Messin’ About On Boats: A Spontaneous Vacation

bahamas stirrup cay

I love surprises.  I love being spontaneous.  I love getting away.

Even when it’s to the neighborhood French bistro at 9:30 PM on a Sunday — that’s 2 hours where I forget it all, drink wine and stuff myself with truffled fries.  Or to the movie theatre on a Monday night followed by deep-dish pizza – that’s 3 hours where I pretend I’m having a staycation in the beginning of the week.

Point is.  I love being spontaneous and getting away.

So when that boy I’ve been hanging out with a lot told me five days before Thanksgiving that he’d booked a cruise to the Caribbean for this past weekend, I nodded and said:

I’ll go get my in-case-of-Caribbean-cruise-rolly-bag.

It’s already packed.

I was psyched.  All 3 aspects rolled into one.  What an incredible short, yet Awesome adventure.
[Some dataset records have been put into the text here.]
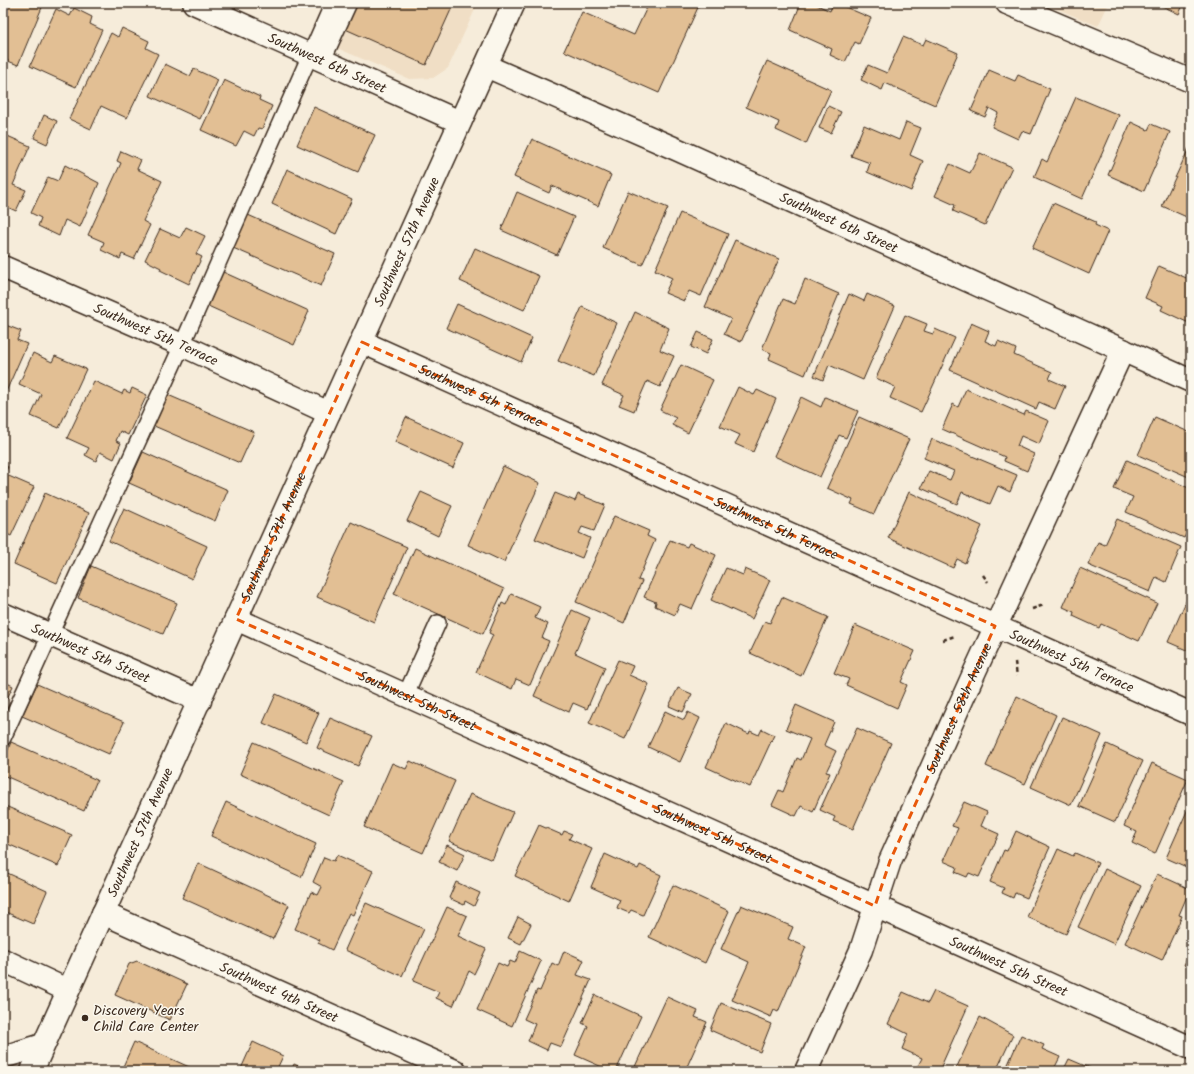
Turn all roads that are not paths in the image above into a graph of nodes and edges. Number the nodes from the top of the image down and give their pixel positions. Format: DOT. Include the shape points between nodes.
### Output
graph roads {
  1 [pos="194,3"];
  2 [pos="332,3"];
  3 [pos="349,3"];
  4 [pos="514,3"];
  5 [pos="1013,4"];
  6 [pos="316,57"];
  7 [pos="486,66"];
  8 [pos="1191,81"];
  9 [pos="460,122"];
  10 [pos="3,267"];
  11 [pos="362,342"];
  12 [pos="182,345"];
  13 [pos="1123,350"];
  14 [pos="1191,381"];
  15 [pos="329,413"];
  16 [pos="3,614"];
  17 [pos="236,619"];
  18 [pos="438,623"];
  19 [pos="995,626"];
  20 [pos="50,634"];
  21 [pos="405,696"];
  22 [pos="200,701"];
  23 [pos="1191,714"];
  24 [pos="3,738"];
  25 [pos="875,906"];
  26 [pos="103,913"];
  27 [pos="3,960"];
  28 [pos="68,990"];
  29 [pos="43,1045"];
  30 [pos="1191,1048"];
  31 [pos="3,1056"];
  32 [pos="32,1071"];
  33 [pos="455,1071"];
  34 [pos="806,1071"];
  1 -- 6 [label="street, Southwest 6th Street"];
  2 -- 6 [label="lane"];
  3 -- 6 [label="lane"];
  4 -- 7 [label="street, Southwest 57th Avenue"];
  5 -- 8 [label="street"];
  6 -- 9 [label="street, Southwest 6th Street"];
  6 -- 12 [label="lane"];
  7 -- 9 [label="street, Southwest 57th Avenue"];
  7 -- 13 [label="street, Southwest 6th Street"];
  9 -- 11 [label="street, Southwest 57th Avenue"];
  10 -- 12 [label="street, Southwest 5th Terrace"];
  11 -- 15 [label="street, Southwest 57th Avenue"];
  11 -- 19 [label="street, Southwest 5th Terrace"];
  12 -- 15 [label="street, Southwest 5th Terrace"];
  12 -- 20 [label="lane"];
  13 -- 14 [label="street, Southwest 6th Street"];
  13 -- 19 [label="street, Southwest 58th Avenue"];
  15 -- 17 [label="street, Southwest 57th Avenue"];
  16 -- 20 [label="street, Southwest 5th Street"];
  17 -- 21 [label="street, Southwest 5th Street"];
  17 -- 22 [label="street, Southwest 57th Avenue"];
  18 -- 21 [label="lane"];
  19 -- 23 [label="street, Southwest 5th Terrace"];
  19 -- 25 [label="street, Southwest 58th Avenue" via="890,861"];
  20 -- 22 [label="street, Southwest 5th Street"];
  20 -- 24 [label="lane"];
  21 -- 25 [label="street, Southwest 5th Street"];
  22 -- 26 [label="street, Southwest 57th Avenue"];
  25 -- 30 [label="street, Southwest 5th Street"];
  25 -- 34 [label="street, Southwest 58th Avenue" via="861,950"];
  26 -- 28 [label="street, Southwest 57th Avenue"];
  26 -- 33 [label="street, Southwest 4th Street"];
  27 -- 28 [label="street"];
  28 -- 29 [label="street, Southwest 57th Avenue"];
  29 -- 31 [label="street"];
  29 -- 32 [label="street, Southwest 57th Avenue"];
}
I was beaming, but also kind of nervous.

Because I didn’t know what to expect.

Let me rephrase that.  I knew exactly what to expect.  I knew about the mountains of delicious food available to all passengers 24/7.  I knew about the on-board shows.  I knew about the endless photographs, Jacuzzis on the top deck, piña coladas, cheesy dance parties and the fact that they’ll deliver a pizza to your room at any time of day FREE.  I even knew about the safety drill (where you get to practice lining up like you did in elementary school).

But I didn’t know what to expect.

It’s been 6 years since my last cruise.

That one that my mom purchased for me – a last gift before she passed away – for my graduation from college.  I haven’t been on a cruise since then.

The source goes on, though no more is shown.